There is a steep walking track to the top of Mount Tauhara, starting at Mountain Road. On a clear day, the summit offers excellent views over the Volcanic Plateau, encompassing the entirety of Lake Taupō in the southwest.  The hike is relatively strenuous and takes about an hour and a half each way. The track is not well groomed; being slightly overgrown in some places. However, there is a pristine spring near the top perfect for drinking and the view at the summit is spectacular.

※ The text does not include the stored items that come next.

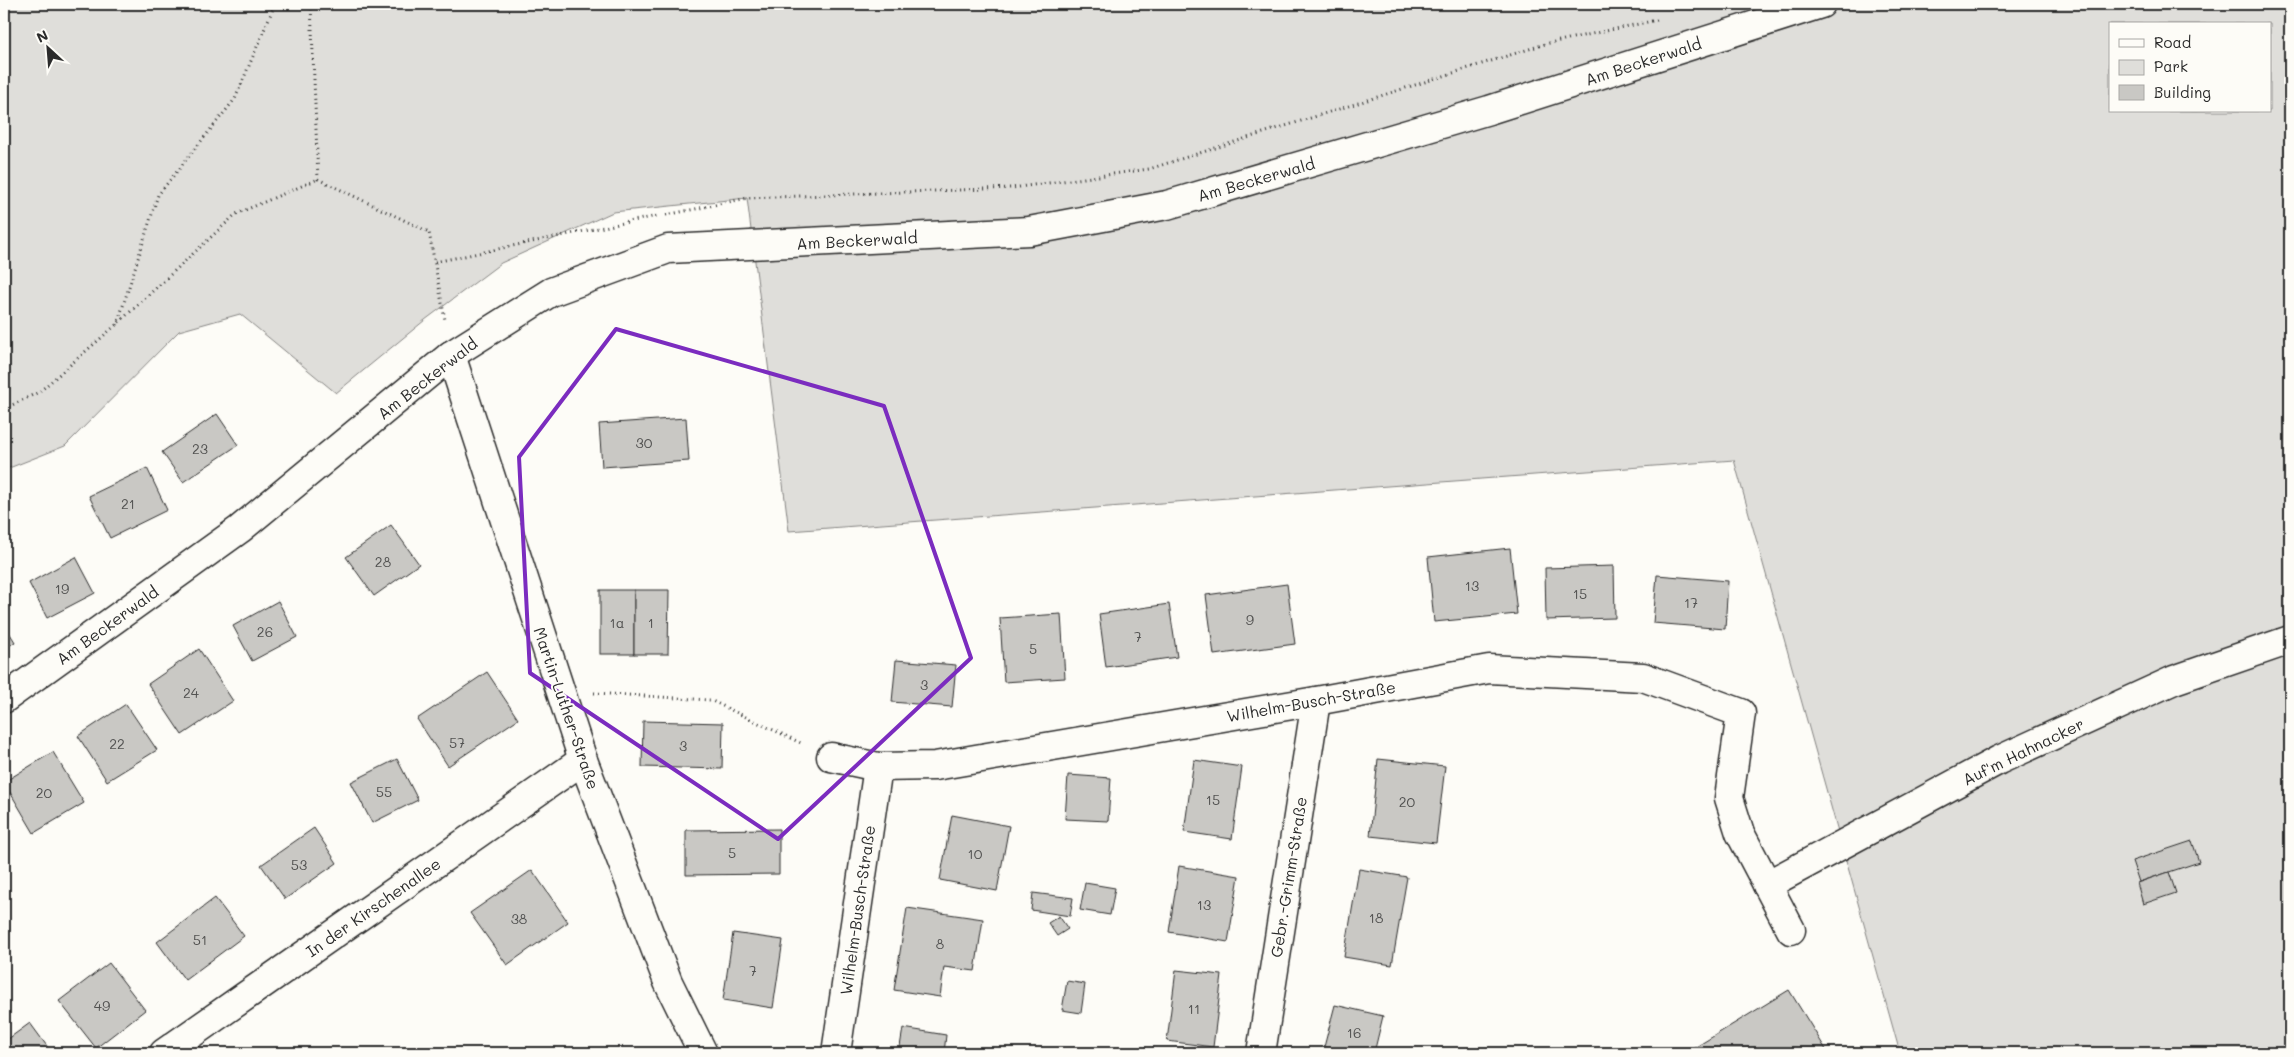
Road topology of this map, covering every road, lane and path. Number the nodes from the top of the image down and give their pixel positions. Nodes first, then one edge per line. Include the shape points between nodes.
1 (275, 4) edge
2 (311, 4) edge
3 (1821, 4) edge
4 (1660, 20) dead end
5 (318, 179) junction
6 (435, 262) junction
7 (116, 325) junction
8 (451, 355) junction
9 (4, 409) edge
10 (2290, 640) edge
11 (561, 691) junction
12 (4, 699) edge
13 (1316, 702) junction
14 (831, 757) joint
15 (583, 760) junction
16 (878, 767) junction
17 (1767, 884) junction
18 (1791, 930) dead end
19 (164, 1053) edge
20 (703, 1053) edge
21 (836, 1053) edge
22 (1261, 1053) edge

1 - 7 path via 235,99 158,195
2 - 5 path
3 - 8 street, Am Beckerwald via 1489,110 1167,205 1029,231 668,249 551,292
4 - 6 path via 1545,44 1149,169 1012,188 748,198
5 - 6 path via 429,232
5 - 7 path via 236,214
6 - 8 path
7 - 9 path via 39,392
8 - 11 street, Martin-Luther-Straße
8 - 12 street, Am Beckerwald via 240,529
10 - 17 street, Auf'm Hahnacker via 2174,680 1999,760
11 - 14 path via 710,700
11 - 15 street, Martin-Luther-Straße
13 - 16 street, Wilhelm-Busch-Straße via 935,766
13 - 17 street, Wilhelm-Busch-Straße via 1489,669 1643,676 1741,713 1728,798 1740,833
13 - 22 street, Gebr.-Grimm-Straße
14 - 16 street, Wilhelm-Busch-Straße
15 - 19 street, In der Kirschenallee
15 - 20 street, Martin-Luther-Straße via 668,982
16 - 21 street, Wilhelm-Busch-Straße
17 - 18 street

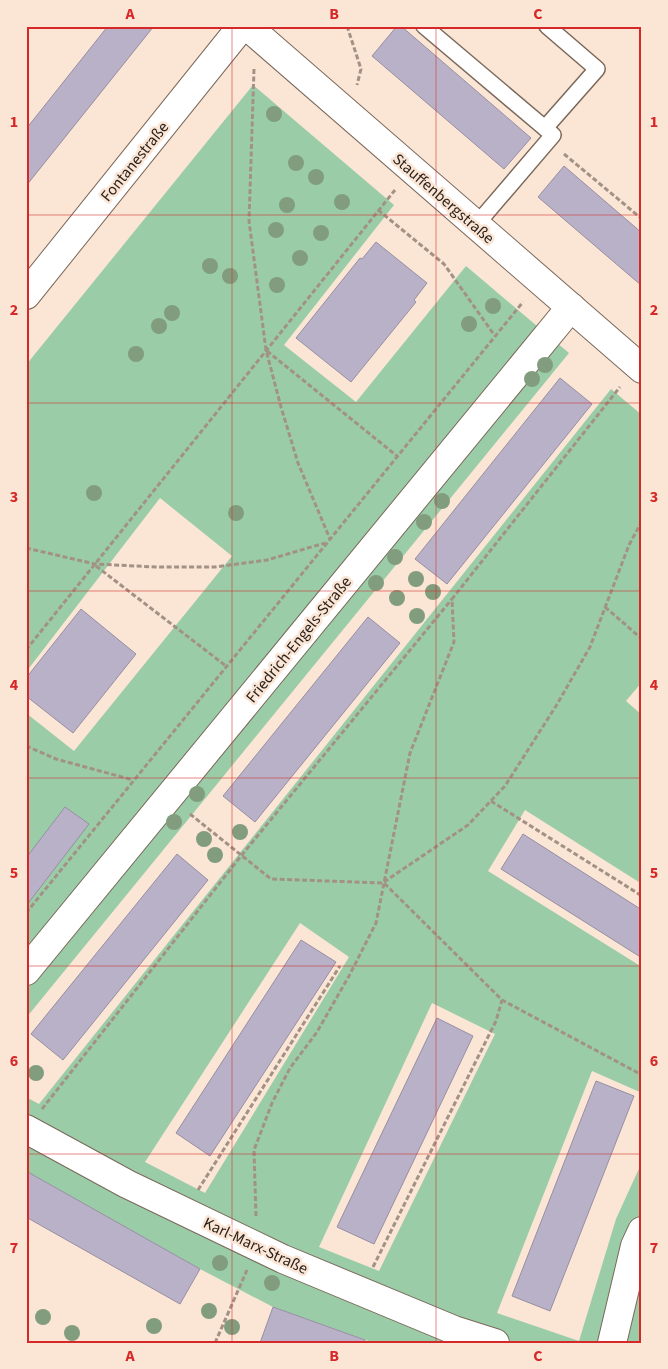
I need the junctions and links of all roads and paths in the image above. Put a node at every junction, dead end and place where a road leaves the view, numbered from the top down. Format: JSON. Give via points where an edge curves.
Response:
{"nodes":[{"id":1,"x":242,"y":26,"type":"edge"},
{"id":2,"x":247,"y":26,"type":"edge"},
{"id":3,"x":347,"y":26,"type":"edge"},
{"id":4,"x":424,"y":26,"type":"edge"},
{"id":5,"x":547,"y":26,"type":"edge"},
{"id":6,"x":254,"y":68,"type":"dead end"},
{"id":7,"x":349,"y":115,"type":"junction"},
{"id":8,"x":547,"y":134,"type":"junction"},
{"id":9,"x":412,"y":169,"type":"junction"},
{"id":10,"x":378,"y":210,"type":"junction"},
{"id":11,"x":642,"y":219,"type":"edge"},
{"id":12,"x":476,"y":225,"type":"junction"},
{"id":13,"x":540,"y":281,"type":"junction"},
{"id":14,"x":26,"y":296,"type":"edge"},
{"id":15,"x":571,"y":307,"type":"junction"},
{"id":16,"x":495,"y":336,"type":"junction"},
{"id":17,"x":266,"y":350,"type":"junction"},
{"id":18,"x":640,"y":367,"type":"edge"},
{"id":19,"x":397,"y":456,"type":"junction"},
{"id":20,"x":642,"y":521,"type":"edge"},
{"id":21,"x":328,"y":540,"type":"junction"},
{"id":22,"x":26,"y":548,"type":"edge"},
{"id":23,"x":95,"y":564,"type":"junction"},
{"id":24,"x":452,"y":599,"type":"junction"},
{"id":25,"x":605,"y":607,"type":"junction"},
{"id":26,"x":642,"y":639,"type":"edge"},
{"id":27,"x":26,"y":650,"type":"edge"},
{"id":28,"x":226,"y":666,"type":"junction"},
{"id":29,"x":26,"y":746,"type":"edge"},
{"id":30,"x":134,"y":780,"type":"junction"},
{"id":31,"x":169,"y":797,"type":"junction"},
{"id":32,"x":491,"y":801,"type":"junction"},
{"id":33,"x":242,"y":856,"type":"junction"},
{"id":34,"x":384,"y":883,"type":"junction"},
{"id":35,"x":642,"y":896,"type":"edge"},
{"id":36,"x":26,"y":912,"type":"edge"},
{"id":37,"x":340,"y":966,"type":"dead end"},
{"id":38,"x":26,"y":971,"type":"edge"},
{"id":39,"x":502,"y":1000,"type":"junction"},
{"id":40,"x":642,"y":1075,"type":"edge"},
{"id":41,"x":26,"y":1129,"type":"edge"},
{"id":42,"x":184,"y":1212,"type":"junction"},
{"id":43,"x":642,"y":1232,"type":"edge"},
{"id":44,"x":256,"y":1247,"type":"junction"},
{"id":45,"x":361,"y":1292,"type":"junction"},
{"id":46,"x":215,"y":1343,"type":"edge"},
{"id":47,"x":494,"y":1343,"type":"edge"},
{"id":48,"x":612,"y":1343,"type":"edge"}],
"edges":[{"from":1,"to":14,"type":"street","name":"Fontanestraße"},
{"from":2,"to":7,"type":"street","name":"Stauffenbergstraße"},
{"from":3,"to":7,"type":"path","via":[[361,69]]},
{"from":4,"to":8,"type":"lane"},
{"from":5,"to":8,"type":"lane","via":[[597,69]]},
{"from":6,"to":17,"type":"path","via":[[248,221]]},
{"from":7,"to":9,"type":"street","name":"Stauffenbergstraße"},
{"from":8,"to":11,"type":"path"},
{"from":8,"to":12,"type":"lane"},
{"from":9,"to":10,"type":"path"},
{"from":9,"to":12,"type":"street","name":"Stauffenbergstraße"},
{"from":10,"to":16,"type":"path","via":[[444,264]]},
{"from":10,"to":17,"type":"path"},
{"from":12,"to":13,"type":"street","name":"Stauffenbergstraße"},
{"from":13,"to":15,"type":"street","name":"Stauffenbergstraße"},
{"from":13,"to":16,"type":"path"},
{"from":15,"to":18,"type":"street","name":"Stauffenbergstraße"},
{"from":15,"to":31,"type":"street","name":"Friedrich-Engels-Straße"},
{"from":16,"to":19,"type":"path"},
{"from":17,"to":19,"type":"path"},
{"from":17,"to":21,"type":"path","via":[[298,463]]},
{"from":17,"to":23,"type":"path"},
{"from":18,"to":24,"type":"path"},
{"from":19,"to":21,"type":"path"},
{"from":20,"to":25,"type":"path"},
{"from":21,"to":23,"type":"path","via":[[267,560],[215,567]]},
{"from":21,"to":28,"type":"path"},
{"from":22,"to":23,"type":"path"},
{"from":23,"to":27,"type":"path"},
{"from":23,"to":28,"type":"path"},
{"from":24,"to":33,"type":"path"},
{"from":24,"to":34,"type":"path","via":[[454,642],[410,753]]},
{"from":25,"to":26,"type":"path"},
{"from":25,"to":32,"type":"path","via":[[590,647],[556,706],[505,786]]},
{"from":28,"to":30,"type":"path"},
{"from":29,"to":30,"type":"path","via":[[56,759]]},
{"from":30,"to":36,"type":"path"},
{"from":31,"to":33,"type":"path"},
{"from":31,"to":38,"type":"street","name":"Friedrich-Engels-Straße"},
{"from":32,"to":34,"type":"path","via":[[468,825]]},
{"from":32,"to":35,"type":"path"},
{"from":33,"to":34,"type":"path","via":[[272,880]]},
{"from":33,"to":41,"type":"path"},
{"from":34,"to":39,"type":"path"},
{"from":34,"to":44,"type":"path","via":[[376,923],[317,1032],[290,1068],[254,1150]]},
{"from":37,"to":42,"type":"path"},
{"from":39,"to":40,"type":"path"},
{"from":39,"to":45,"type":"path","via":[[496,1021]]},
{"from":41,"to":42,"type":"street","name":"Karl-Marx-Straße"},
{"from":42,"to":44,"type":"street","name":"Karl-Marx-Straße"},
{"from":43,"to":48,"type":"street","via":[[635,1246]]},
{"from":44,"to":45,"type":"street","name":"Karl-Marx-Straße"},
{"from":44,"to":46,"type":"path"},
{"from":45,"to":47,"type":"street","name":"Karl-Marx-Straße"}]}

This is the Māori legend about Mt Tauhara:

The warrior mountains of Taranaki,  Pūtauaki, Tongariro and Tauhara  were  deeply in love with Pīhanga the mountain that  stands above Tūrangi at the southern end of Lake Taupō.  A  battle erupted to win Pīhanga's favour and the victor  was Tongariro.  At their defeat, the other mountains decided to leave Tongariro's domain, travelling as far away as they could in the course of one night. Taranaki fled west towards the setting sun, and Pūtauaki and Tauhara fled north towards the sunrise.  Pūtauaki moved fast and is now located near Whakatane and is also known as Mt Edgecumbe.  But Tauhara was sad and with a heavy heart he  traveled reluctantly.  When overtaken by dawn he had only reached the north eastern shore of Lake Taupō.  Here he stands to this day looking mournfully across the lake towards his lost love, Pīhanga.

Tauhara is the point to which Ngātoroirangi, the high priest of Te Arawa canoe, and ariki-ancestor of Tūwharetoa, climbed when he first came to the region seeking lands for his followers.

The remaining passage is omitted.